### The problem
Output all the records below, word for word.

### Data to examine
▽

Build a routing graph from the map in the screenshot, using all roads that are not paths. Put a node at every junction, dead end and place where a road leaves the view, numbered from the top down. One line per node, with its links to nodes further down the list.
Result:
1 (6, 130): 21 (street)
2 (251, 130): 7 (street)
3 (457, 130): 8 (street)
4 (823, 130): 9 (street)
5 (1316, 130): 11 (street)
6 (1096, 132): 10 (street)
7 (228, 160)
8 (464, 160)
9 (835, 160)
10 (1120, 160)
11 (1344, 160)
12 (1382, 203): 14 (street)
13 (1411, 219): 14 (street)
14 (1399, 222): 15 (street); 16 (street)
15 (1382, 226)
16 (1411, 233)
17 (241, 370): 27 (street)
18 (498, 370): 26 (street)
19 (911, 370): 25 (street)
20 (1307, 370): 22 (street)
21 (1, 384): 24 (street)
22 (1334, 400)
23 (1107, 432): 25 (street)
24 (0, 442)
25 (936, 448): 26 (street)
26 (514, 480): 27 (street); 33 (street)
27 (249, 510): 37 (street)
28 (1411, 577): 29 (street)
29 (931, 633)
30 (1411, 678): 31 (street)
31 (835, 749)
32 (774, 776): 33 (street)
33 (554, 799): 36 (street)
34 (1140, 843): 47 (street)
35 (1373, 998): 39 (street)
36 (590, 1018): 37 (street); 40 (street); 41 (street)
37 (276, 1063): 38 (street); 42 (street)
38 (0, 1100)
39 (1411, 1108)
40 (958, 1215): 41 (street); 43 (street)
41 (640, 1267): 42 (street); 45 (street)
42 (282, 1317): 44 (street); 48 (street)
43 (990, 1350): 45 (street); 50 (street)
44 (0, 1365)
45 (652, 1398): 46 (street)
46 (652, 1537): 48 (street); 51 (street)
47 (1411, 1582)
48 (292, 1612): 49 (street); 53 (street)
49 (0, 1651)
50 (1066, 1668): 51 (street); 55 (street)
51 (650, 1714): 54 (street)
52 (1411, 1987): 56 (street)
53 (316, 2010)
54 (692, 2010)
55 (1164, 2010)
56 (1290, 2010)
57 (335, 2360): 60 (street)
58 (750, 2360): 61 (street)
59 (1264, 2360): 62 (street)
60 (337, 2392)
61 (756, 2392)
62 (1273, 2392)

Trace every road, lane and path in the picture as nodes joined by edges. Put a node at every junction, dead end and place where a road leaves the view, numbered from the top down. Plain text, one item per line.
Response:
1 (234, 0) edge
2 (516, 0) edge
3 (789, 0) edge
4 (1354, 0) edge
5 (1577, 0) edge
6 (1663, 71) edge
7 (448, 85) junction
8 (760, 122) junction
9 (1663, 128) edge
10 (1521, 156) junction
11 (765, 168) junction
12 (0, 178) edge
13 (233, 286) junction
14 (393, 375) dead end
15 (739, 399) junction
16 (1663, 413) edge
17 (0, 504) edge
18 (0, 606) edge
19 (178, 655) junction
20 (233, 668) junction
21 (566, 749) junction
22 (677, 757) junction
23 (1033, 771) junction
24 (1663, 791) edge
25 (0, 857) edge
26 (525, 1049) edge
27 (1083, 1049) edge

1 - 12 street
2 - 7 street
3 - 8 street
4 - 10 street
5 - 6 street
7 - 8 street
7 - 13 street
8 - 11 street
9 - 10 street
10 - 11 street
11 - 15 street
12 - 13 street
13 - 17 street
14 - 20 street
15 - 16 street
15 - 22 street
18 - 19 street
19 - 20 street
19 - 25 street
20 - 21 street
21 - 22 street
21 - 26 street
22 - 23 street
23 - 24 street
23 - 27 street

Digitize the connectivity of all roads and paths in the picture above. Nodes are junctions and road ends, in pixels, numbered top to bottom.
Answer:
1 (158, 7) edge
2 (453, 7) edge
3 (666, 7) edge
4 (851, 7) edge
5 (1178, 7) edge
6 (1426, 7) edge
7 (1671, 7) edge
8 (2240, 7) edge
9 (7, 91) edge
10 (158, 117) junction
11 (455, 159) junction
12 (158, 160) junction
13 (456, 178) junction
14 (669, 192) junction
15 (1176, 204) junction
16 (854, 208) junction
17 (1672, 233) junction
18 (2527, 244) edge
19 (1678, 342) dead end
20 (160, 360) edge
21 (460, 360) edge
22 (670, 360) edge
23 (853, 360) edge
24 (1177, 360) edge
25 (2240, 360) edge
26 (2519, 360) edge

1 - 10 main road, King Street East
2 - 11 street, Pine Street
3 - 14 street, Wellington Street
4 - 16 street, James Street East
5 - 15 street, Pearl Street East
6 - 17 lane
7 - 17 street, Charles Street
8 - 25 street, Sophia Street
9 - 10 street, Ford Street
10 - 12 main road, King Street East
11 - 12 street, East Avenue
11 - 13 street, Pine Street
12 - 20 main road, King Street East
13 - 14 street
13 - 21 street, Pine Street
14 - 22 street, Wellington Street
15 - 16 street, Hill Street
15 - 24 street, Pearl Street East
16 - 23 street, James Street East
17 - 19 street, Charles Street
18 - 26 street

△

### Answer space
Build a routing graph from the map in the screenshot, using all roads that are not paths. Put a node at every junction, dead end and place where a road leaves the view, numbered from the top down. One line per node, with its links to nodes further down the list.
Result:
1 (6, 130): 21 (street)
2 (251, 130): 7 (street)
3 (457, 130): 8 (street)
4 (823, 130): 9 (street)
5 (1316, 130): 11 (street)
6 (1096, 132): 10 (street)
7 (228, 160)
8 (464, 160)
9 (835, 160)
10 (1120, 160)
11 (1344, 160)
12 (1382, 203): 14 (street)
13 (1411, 219): 14 (street)
14 (1399, 222): 15 (street); 16 (street)
15 (1382, 226)
16 (1411, 233)
17 (241, 370): 27 (street)
18 (498, 370): 26 (street)
19 (911, 370): 25 (street)
20 (1307, 370): 22 (street)
21 (1, 384): 24 (street)
22 (1334, 400)
23 (1107, 432): 25 (street)
24 (0, 442)
25 (936, 448): 26 (street)
26 (514, 480): 27 (street); 33 (street)
27 (249, 510): 37 (street)
28 (1411, 577): 29 (street)
29 (931, 633)
30 (1411, 678): 31 (street)
31 (835, 749)
32 (774, 776): 33 (street)
33 (554, 799): 36 (street)
34 (1140, 843): 47 (street)
35 (1373, 998): 39 (street)
36 (590, 1018): 37 (street); 40 (street); 41 (street)
37 (276, 1063): 38 (street); 42 (street)
38 (0, 1100)
39 (1411, 1108)
40 (958, 1215): 41 (street); 43 (street)
41 (640, 1267): 42 (street); 45 (street)
42 (282, 1317): 44 (street); 48 (street)
43 (990, 1350): 45 (street); 50 (street)
44 (0, 1365)
45 (652, 1398): 46 (street)
46 (652, 1537): 48 (street); 51 (street)
47 (1411, 1582)
48 (292, 1612): 49 (street); 53 (street)
49 (0, 1651)
50 (1066, 1668): 51 (street); 55 (street)
51 (650, 1714): 54 (street)
52 (1411, 1987): 56 (street)
53 (316, 2010)
54 (692, 2010)
55 (1164, 2010)
56 (1290, 2010)
57 (335, 2360): 60 (street)
58 (750, 2360): 61 (street)
59 (1264, 2360): 62 (street)
60 (337, 2392)
61 (756, 2392)
62 (1273, 2392)

Trace every road, lane and path in the picture as nodes joined by edges. Put a node at every junction, dead end and place where a road leaves the view, numbered from the top down. Plain text, one item per line.
Response:
1 (234, 0) edge
2 (516, 0) edge
3 (789, 0) edge
4 (1354, 0) edge
5 (1577, 0) edge
6 (1663, 71) edge
7 (448, 85) junction
8 (760, 122) junction
9 (1663, 128) edge
10 (1521, 156) junction
11 (765, 168) junction
12 (0, 178) edge
13 (233, 286) junction
14 (393, 375) dead end
15 (739, 399) junction
16 (1663, 413) edge
17 (0, 504) edge
18 (0, 606) edge
19 (178, 655) junction
20 (233, 668) junction
21 (566, 749) junction
22 (677, 757) junction
23 (1033, 771) junction
24 (1663, 791) edge
25 (0, 857) edge
26 (525, 1049) edge
27 (1083, 1049) edge

1 - 12 street
2 - 7 street
3 - 8 street
4 - 10 street
5 - 6 street
7 - 8 street
7 - 13 street
8 - 11 street
9 - 10 street
10 - 11 street
11 - 15 street
12 - 13 street
13 - 17 street
14 - 20 street
15 - 16 street
15 - 22 street
18 - 19 street
19 - 20 street
19 - 25 street
20 - 21 street
21 - 22 street
21 - 26 street
22 - 23 street
23 - 24 street
23 - 27 street

Digitize the connectivity of all roads and paths in the picture above. Nodes are junctions and road ends, in pixels, numbered top to bottom.
Answer:
1 (158, 7) edge
2 (453, 7) edge
3 (666, 7) edge
4 (851, 7) edge
5 (1178, 7) edge
6 (1426, 7) edge
7 (1671, 7) edge
8 (2240, 7) edge
9 (7, 91) edge
10 (158, 117) junction
11 (455, 159) junction
12 (158, 160) junction
13 (456, 178) junction
14 (669, 192) junction
15 (1176, 204) junction
16 (854, 208) junction
17 (1672, 233) junction
18 (2527, 244) edge
19 (1678, 342) dead end
20 (160, 360) edge
21 (460, 360) edge
22 (670, 360) edge
23 (853, 360) edge
24 (1177, 360) edge
25 (2240, 360) edge
26 (2519, 360) edge

1 - 10 main road, King Street East
2 - 11 street, Pine Street
3 - 14 street, Wellington Street
4 - 16 street, James Street East
5 - 15 street, Pearl Street East
6 - 17 lane
7 - 17 street, Charles Street
8 - 25 street, Sophia Street
9 - 10 street, Ford Street
10 - 12 main road, King Street East
11 - 12 street, East Avenue
11 - 13 street, Pine Street
12 - 20 main road, King Street East
13 - 14 street
13 - 21 street, Pine Street
14 - 22 street, Wellington Street
15 - 16 street, Hill Street
15 - 24 street, Pearl Street East
16 - 23 street, James Street East
17 - 19 street, Charles Street
18 - 26 street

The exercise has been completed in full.